- Opening Delimiter -
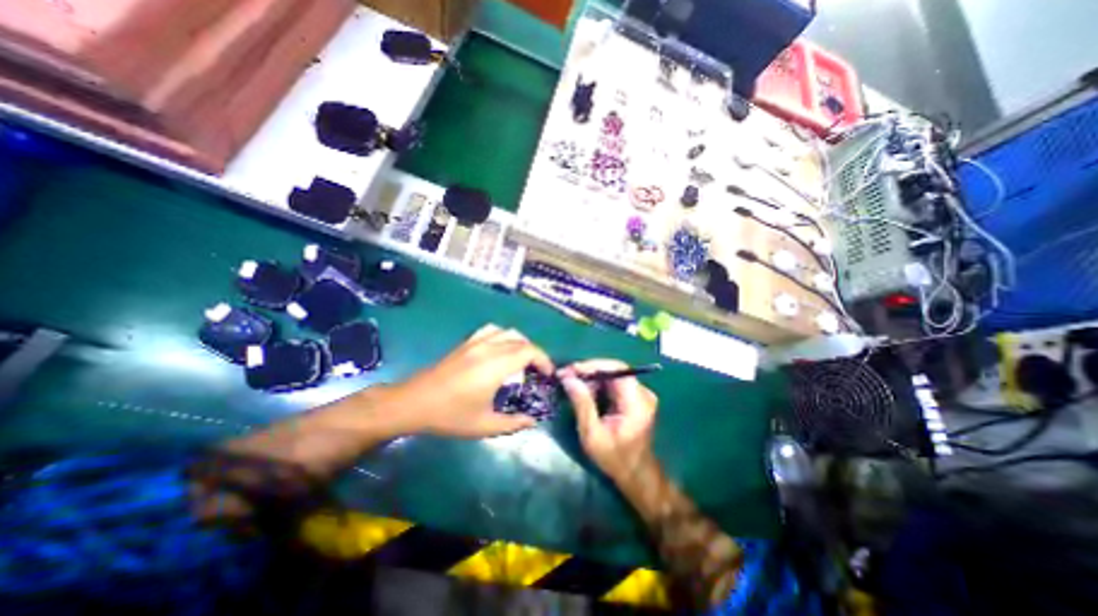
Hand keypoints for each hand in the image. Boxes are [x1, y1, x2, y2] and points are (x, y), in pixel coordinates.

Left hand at [391, 326, 553, 438]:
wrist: (413, 403)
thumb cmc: (450, 415)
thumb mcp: (484, 425)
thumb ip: (513, 423)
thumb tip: (532, 421)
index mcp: (495, 365)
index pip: (529, 351)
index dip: (544, 360)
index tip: (547, 375)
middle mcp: (488, 348)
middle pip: (521, 340)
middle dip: (535, 353)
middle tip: (537, 371)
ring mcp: (475, 342)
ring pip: (507, 331)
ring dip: (520, 342)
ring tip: (521, 359)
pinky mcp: (465, 343)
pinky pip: (491, 330)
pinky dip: (503, 336)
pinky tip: (500, 349)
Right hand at [562, 359, 654, 482]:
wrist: (637, 475)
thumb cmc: (615, 459)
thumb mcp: (592, 434)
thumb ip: (582, 404)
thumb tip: (568, 378)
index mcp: (637, 402)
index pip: (617, 369)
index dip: (593, 365)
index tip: (571, 370)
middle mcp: (643, 393)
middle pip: (614, 370)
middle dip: (589, 372)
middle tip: (567, 376)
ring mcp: (641, 395)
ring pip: (612, 376)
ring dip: (591, 378)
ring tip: (572, 384)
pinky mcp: (636, 398)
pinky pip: (614, 384)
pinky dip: (598, 386)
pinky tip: (584, 392)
- Closing Delimiter -
* _Prompt_:
Of the lines above, retype only those from the line containing "wrist: (637, 475)" through the line containing "pinky mcp: (636, 398)", including both, exactly.

* _Answer to this exercise_:
wrist: (637, 475)
thumb cmc: (615, 459)
thumb mcp: (592, 434)
thumb ip: (582, 404)
thumb tip: (568, 378)
index mcp: (637, 402)
index pip: (617, 369)
index dip: (593, 365)
index tip: (571, 370)
middle mcp: (643, 393)
middle pip: (614, 370)
middle dip: (589, 372)
middle tip: (567, 376)
ring mcp: (641, 395)
ring pip: (612, 376)
ring dip: (591, 378)
ring tip: (572, 384)
pinky mcp: (636, 398)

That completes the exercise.